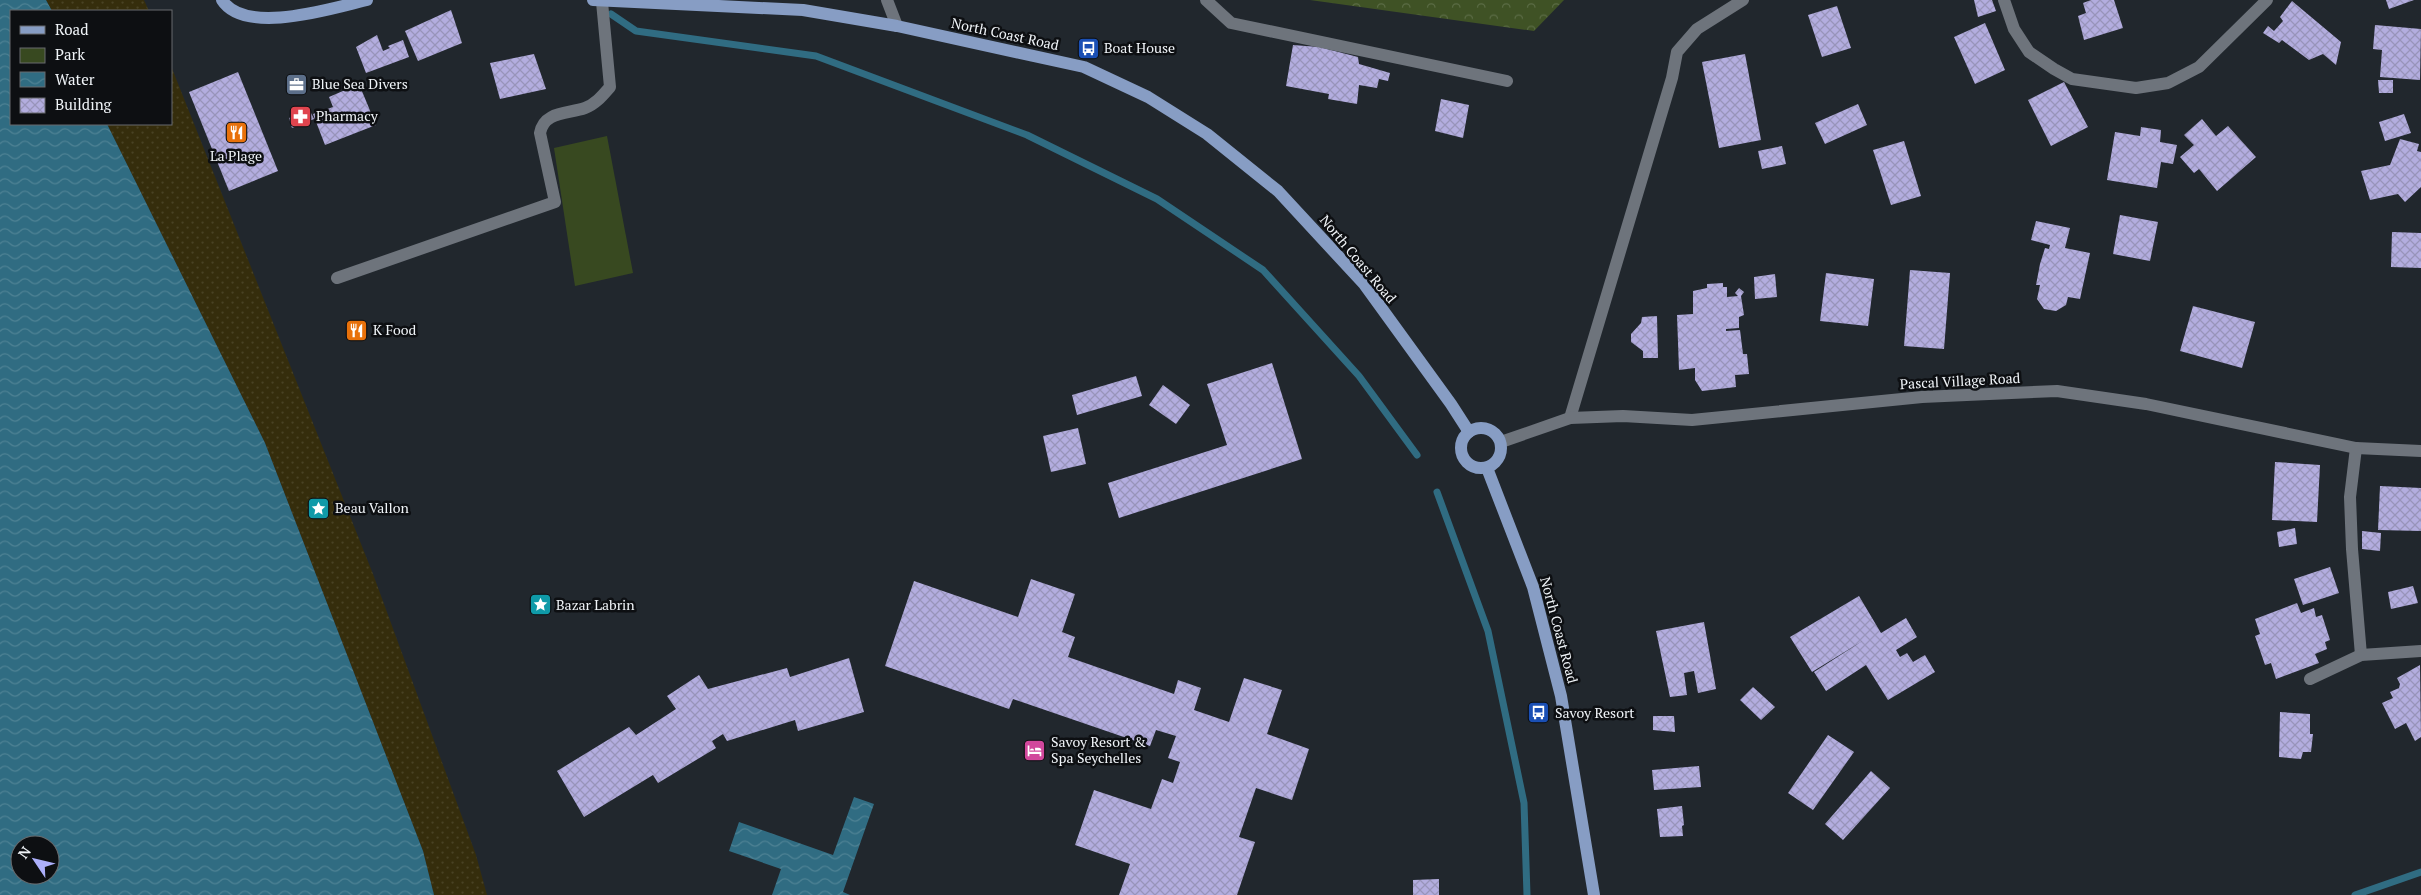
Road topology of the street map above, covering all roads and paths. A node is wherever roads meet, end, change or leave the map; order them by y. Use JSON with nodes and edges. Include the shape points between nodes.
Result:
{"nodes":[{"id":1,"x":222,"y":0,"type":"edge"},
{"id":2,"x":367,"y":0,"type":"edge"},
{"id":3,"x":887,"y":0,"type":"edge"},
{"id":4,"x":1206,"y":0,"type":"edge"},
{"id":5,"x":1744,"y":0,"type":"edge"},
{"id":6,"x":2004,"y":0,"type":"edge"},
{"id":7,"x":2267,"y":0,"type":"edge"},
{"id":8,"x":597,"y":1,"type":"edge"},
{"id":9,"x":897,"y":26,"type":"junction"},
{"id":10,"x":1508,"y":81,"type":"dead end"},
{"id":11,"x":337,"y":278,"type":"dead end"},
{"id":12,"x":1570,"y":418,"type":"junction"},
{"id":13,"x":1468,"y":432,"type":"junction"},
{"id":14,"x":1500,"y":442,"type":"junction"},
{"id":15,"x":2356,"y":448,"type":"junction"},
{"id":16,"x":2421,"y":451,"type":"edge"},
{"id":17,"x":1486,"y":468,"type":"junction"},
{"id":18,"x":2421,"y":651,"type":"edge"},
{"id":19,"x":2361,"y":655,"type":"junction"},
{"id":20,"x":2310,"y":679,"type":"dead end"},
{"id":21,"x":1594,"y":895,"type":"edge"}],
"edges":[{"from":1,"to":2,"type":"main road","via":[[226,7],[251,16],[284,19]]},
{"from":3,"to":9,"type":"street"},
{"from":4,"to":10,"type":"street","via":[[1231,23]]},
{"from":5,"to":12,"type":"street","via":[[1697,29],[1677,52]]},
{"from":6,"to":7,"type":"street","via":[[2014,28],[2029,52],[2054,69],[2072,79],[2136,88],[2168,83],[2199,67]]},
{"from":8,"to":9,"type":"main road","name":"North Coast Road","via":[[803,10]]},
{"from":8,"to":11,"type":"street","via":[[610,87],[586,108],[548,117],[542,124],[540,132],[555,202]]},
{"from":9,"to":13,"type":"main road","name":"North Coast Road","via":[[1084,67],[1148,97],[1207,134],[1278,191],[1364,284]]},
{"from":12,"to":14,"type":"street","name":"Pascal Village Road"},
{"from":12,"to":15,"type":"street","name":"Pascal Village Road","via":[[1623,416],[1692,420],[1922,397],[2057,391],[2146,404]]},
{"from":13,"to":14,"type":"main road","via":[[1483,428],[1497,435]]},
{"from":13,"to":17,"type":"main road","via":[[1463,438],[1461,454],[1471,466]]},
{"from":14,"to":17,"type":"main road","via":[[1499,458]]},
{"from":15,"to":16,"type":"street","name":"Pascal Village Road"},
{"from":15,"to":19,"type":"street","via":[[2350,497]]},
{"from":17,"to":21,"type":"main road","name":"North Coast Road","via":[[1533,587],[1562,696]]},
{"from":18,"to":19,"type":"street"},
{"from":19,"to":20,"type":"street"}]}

------------

Problem details: Without the pictures, print all of the records exactly.

Output for this exercise:
Road topology of the street map above, covering all roads and paths. A node is wherever roads meet, end, change or leave the map; order them by y. Use JSON with nodes and edges. Include the shape points between nodes.
Result:
{"nodes":[{"id":1,"x":222,"y":0,"type":"edge"},
{"id":2,"x":367,"y":0,"type":"edge"},
{"id":3,"x":887,"y":0,"type":"edge"},
{"id":4,"x":1206,"y":0,"type":"edge"},
{"id":5,"x":1744,"y":0,"type":"edge"},
{"id":6,"x":2004,"y":0,"type":"edge"},
{"id":7,"x":2267,"y":0,"type":"edge"},
{"id":8,"x":597,"y":1,"type":"edge"},
{"id":9,"x":897,"y":26,"type":"junction"},
{"id":10,"x":1508,"y":81,"type":"dead end"},
{"id":11,"x":337,"y":278,"type":"dead end"},
{"id":12,"x":1570,"y":418,"type":"junction"},
{"id":13,"x":1468,"y":432,"type":"junction"},
{"id":14,"x":1500,"y":442,"type":"junction"},
{"id":15,"x":2356,"y":448,"type":"junction"},
{"id":16,"x":2421,"y":451,"type":"edge"},
{"id":17,"x":1486,"y":468,"type":"junction"},
{"id":18,"x":2421,"y":651,"type":"edge"},
{"id":19,"x":2361,"y":655,"type":"junction"},
{"id":20,"x":2310,"y":679,"type":"dead end"},
{"id":21,"x":1594,"y":895,"type":"edge"}],
"edges":[{"from":1,"to":2,"type":"main road","via":[[226,7],[251,16],[284,19]]},
{"from":3,"to":9,"type":"street"},
{"from":4,"to":10,"type":"street","via":[[1231,23]]},
{"from":5,"to":12,"type":"street","via":[[1697,29],[1677,52]]},
{"from":6,"to":7,"type":"street","via":[[2014,28],[2029,52],[2054,69],[2072,79],[2136,88],[2168,83],[2199,67]]},
{"from":8,"to":9,"type":"main road","name":"North Coast Road","via":[[803,10]]},
{"from":8,"to":11,"type":"street","via":[[610,87],[586,108],[548,117],[542,124],[540,132],[555,202]]},
{"from":9,"to":13,"type":"main road","name":"North Coast Road","via":[[1084,67],[1148,97],[1207,134],[1278,191],[1364,284]]},
{"from":12,"to":14,"type":"street","name":"Pascal Village Road"},
{"from":12,"to":15,"type":"street","name":"Pascal Village Road","via":[[1623,416],[1692,420],[1922,397],[2057,391],[2146,404]]},
{"from":13,"to":14,"type":"main road","via":[[1483,428],[1497,435]]},
{"from":13,"to":17,"type":"main road","via":[[1463,438],[1461,454],[1471,466]]},
{"from":14,"to":17,"type":"main road","via":[[1499,458]]},
{"from":15,"to":16,"type":"street","name":"Pascal Village Road"},
{"from":15,"to":19,"type":"street","via":[[2350,497]]},
{"from":17,"to":21,"type":"main road","name":"North Coast Road","via":[[1533,587],[1562,696]]},
{"from":18,"to":19,"type":"street"},
{"from":19,"to":20,"type":"street"}]}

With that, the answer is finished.